Religion isn’t the only problem. It’s all the forms of tribalism: nationalism, racism, et cetera. But religious tribalism is the most difficult, because it’s the only one that comes with an ideology that is transcendental. It’s the only one that gets people, for the most part, to celebrate the deaths of their children, because the belief in paradise actually removes the last barrier that sane people have to doing horrendous things and making huge sacrifices for idiotic reasons.

I am intrigued. It’s time for me to buy the book.

 

1 Comment »

  1. Hey,

    Surfed over here from Societyvs blog.

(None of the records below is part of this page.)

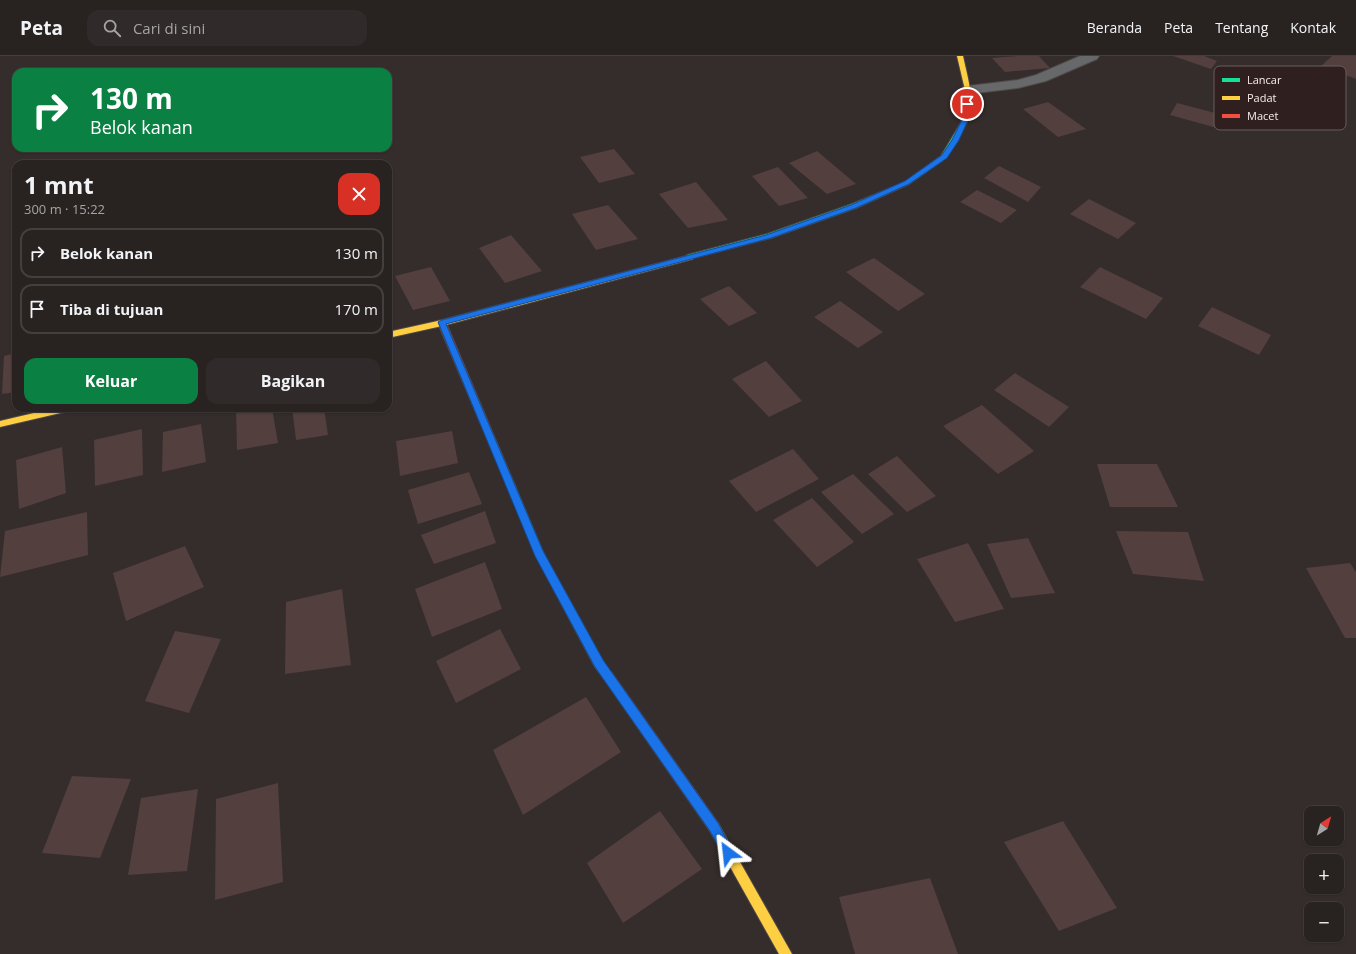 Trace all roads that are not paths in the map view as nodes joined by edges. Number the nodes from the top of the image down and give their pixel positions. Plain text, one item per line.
1 (960, 56) edge
2 (1092, 56) edge
3 (968, 90) junction
4 (442, 322) junction
5 (392, 334) edge
6 (51, 412) edge
7 (0, 424) edge
8 (786, 954) edge

1 - 3 street
2 - 3 street
3 - 4 street
4 - 5 street
4 - 8 street
6 - 7 street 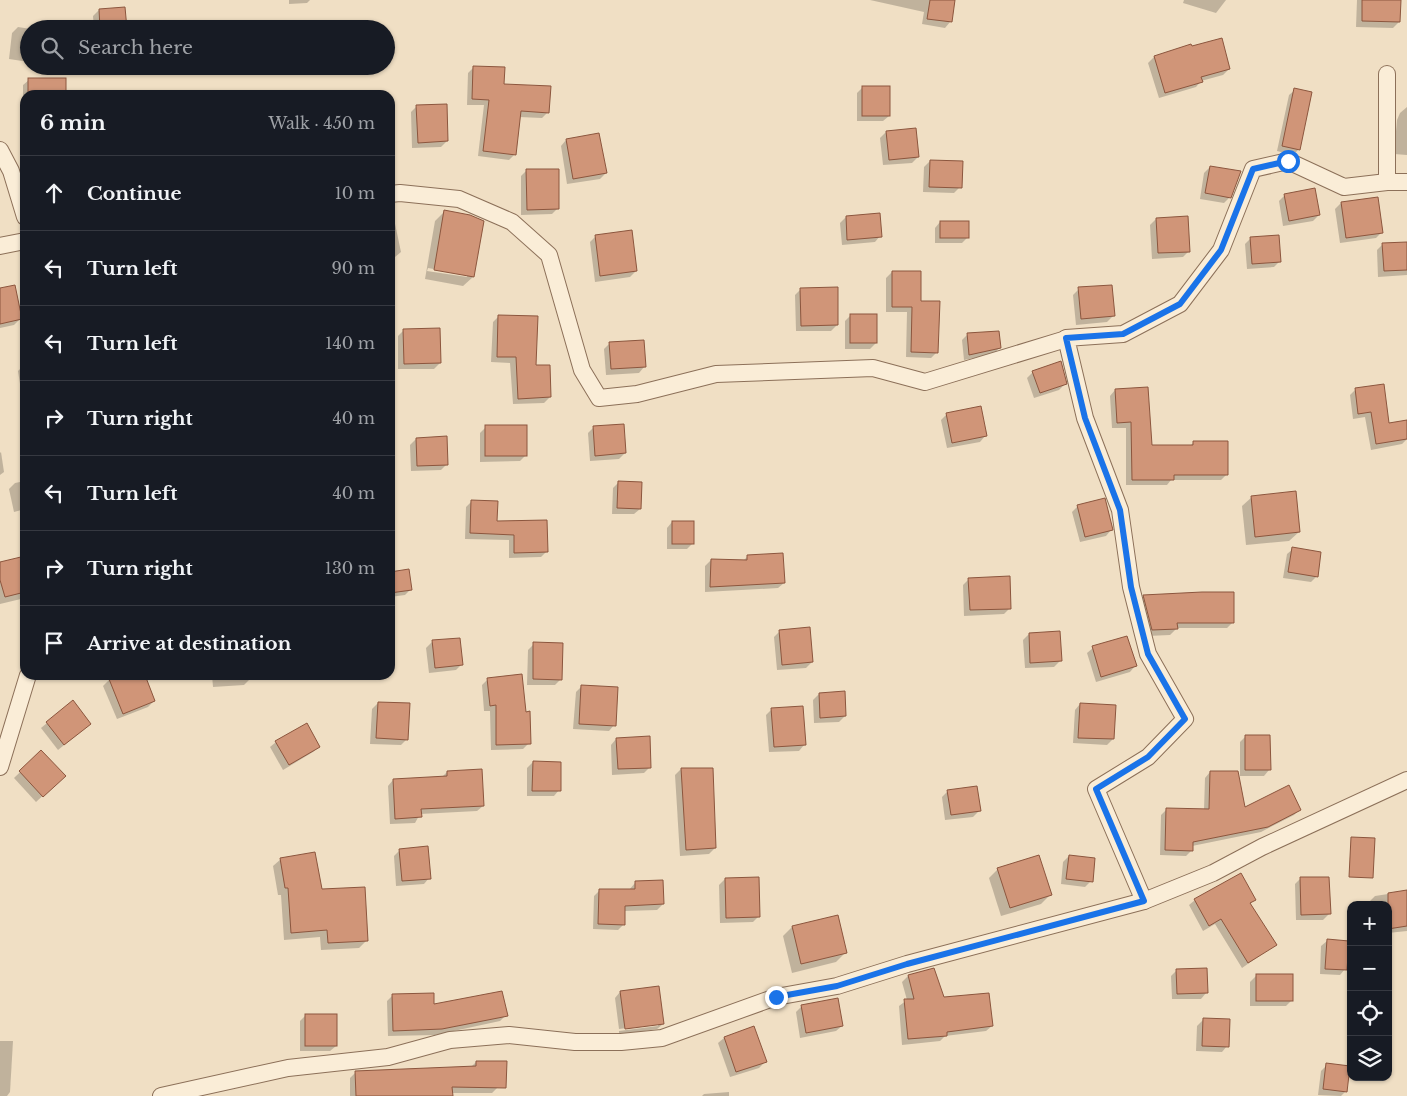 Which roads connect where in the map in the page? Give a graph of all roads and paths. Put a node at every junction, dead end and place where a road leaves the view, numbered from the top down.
1 (1387, 74) dead end
2 (0, 150) edge
3 (1387, 182) junction
4 (1407, 182) edge
5 (395, 194) edge
6 (20, 201) edge
7 (20, 242) edge
8 (0, 246) edge
9 (1066, 339) junction
10 (26, 680) edge
11 (0, 767) edge
12 (1407, 780) edge
13 (1144, 901) junction
14 (161, 1096) edge

1 - 3 street
2 - 6 street
3 - 4 street
3 - 9 street
5 - 9 street
7 - 8 street
9 - 13 street
10 - 11 street
12 - 13 street
13 - 14 street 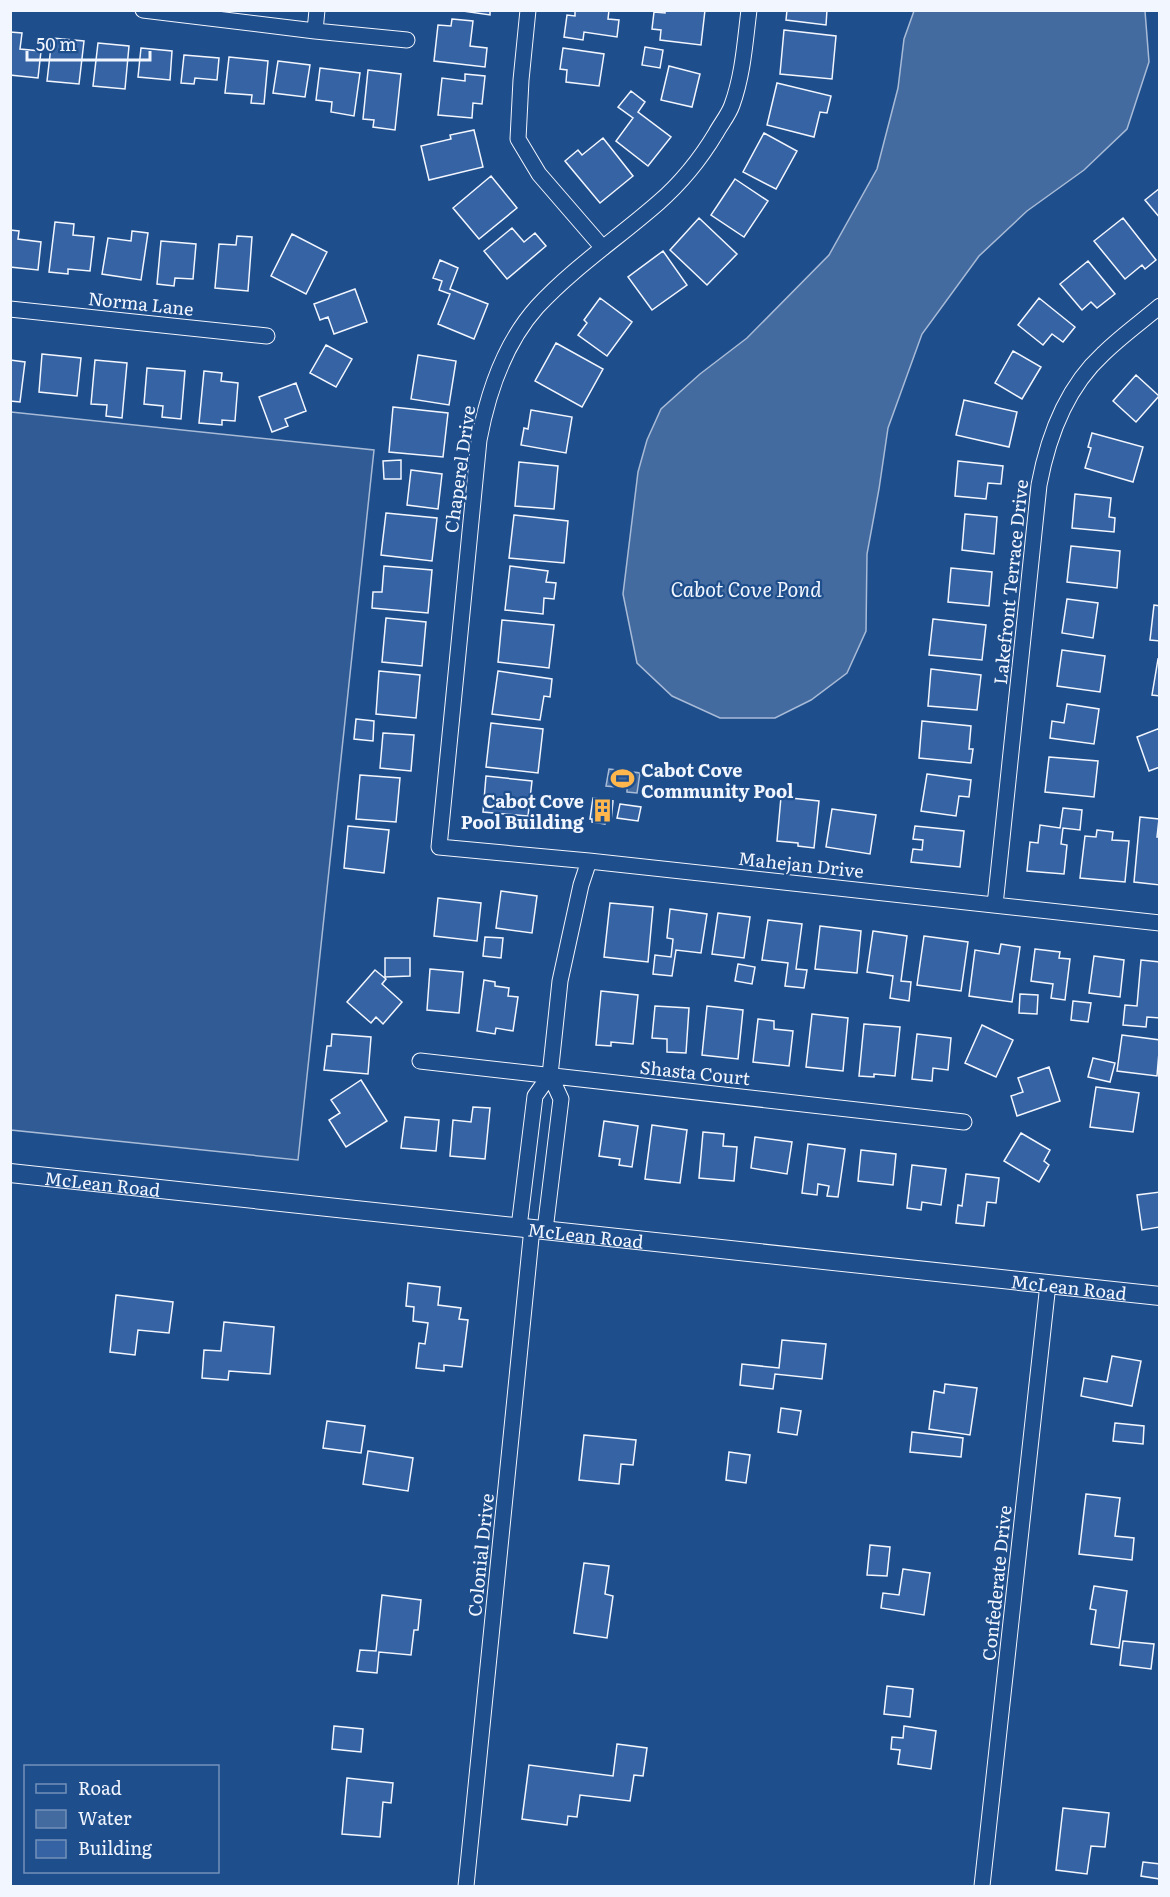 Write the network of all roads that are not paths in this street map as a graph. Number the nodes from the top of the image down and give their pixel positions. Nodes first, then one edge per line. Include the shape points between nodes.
1 (143, 10) edge
2 (317, 10) edge
3 (528, 10) edge
4 (749, 10) edge
5 (315, 31) junction
6 (407, 40) dead end
7 (603, 248) junction
8 (1160, 306) edge
9 (10, 309) edge
10 (267, 336) dead end
11 (438, 847) joint
12 (589, 861) junction
13 (995, 905) junction
14 (1160, 923) edge
15 (420, 1061) dead end
16 (550, 1075) junction
17 (964, 1122) dead end
18 (10, 1173) edge
19 (532, 1228) junction
20 (1048, 1284) junction
21 (1160, 1296) edge
22 (466, 1887) edge
23 (982, 1887) edge

1 - 5 street
2 - 5 street
3 - 7 street via 518,139 539,174
4 - 7 street, Chaperel Drive via 732,106 708,146 659,202
5 - 6 street
7 - 11 street, Chaperel Drive via 535,309 502,362 484,414
8 - 13 street, Lakefront Terrace Drive via 1101,355 1079,382 1062,409 1048,445 1039,485
9 - 10 street, Norma Lane
11 - 12 street, Mahejan Drive
12 - 13 street, Mahejan Drive
12 - 16 street via 560,981
13 - 14 street, Mahejan Drive
15 - 16 street, Shasta Court
16 - 17 street, Shasta Court
16 - 19 street via 535,1096
16 - 19 street via 561,1099
18 - 19 street, McLean Road
19 - 20 street, McLean Road
19 - 22 street, Colonial Drive
20 - 21 street, McLean Road
20 - 23 street, Confederate Drive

    The Moral Landscape is on my to-read list as well. I’m a big fan of Sam Harris although from what I have read about the book I sense there is still some discussion coming on the definition of terms.

    That’s not a problem however. That’s just good rational inquiry in action (I hope). I see Sam Harris now as another figure in a long chain of individuals — Auguste Comte, Sigmund Freud, Hans Selye and so on. We might not use their narratives so much anymore but at least they each got to work, drew a line and built foundations to to start from.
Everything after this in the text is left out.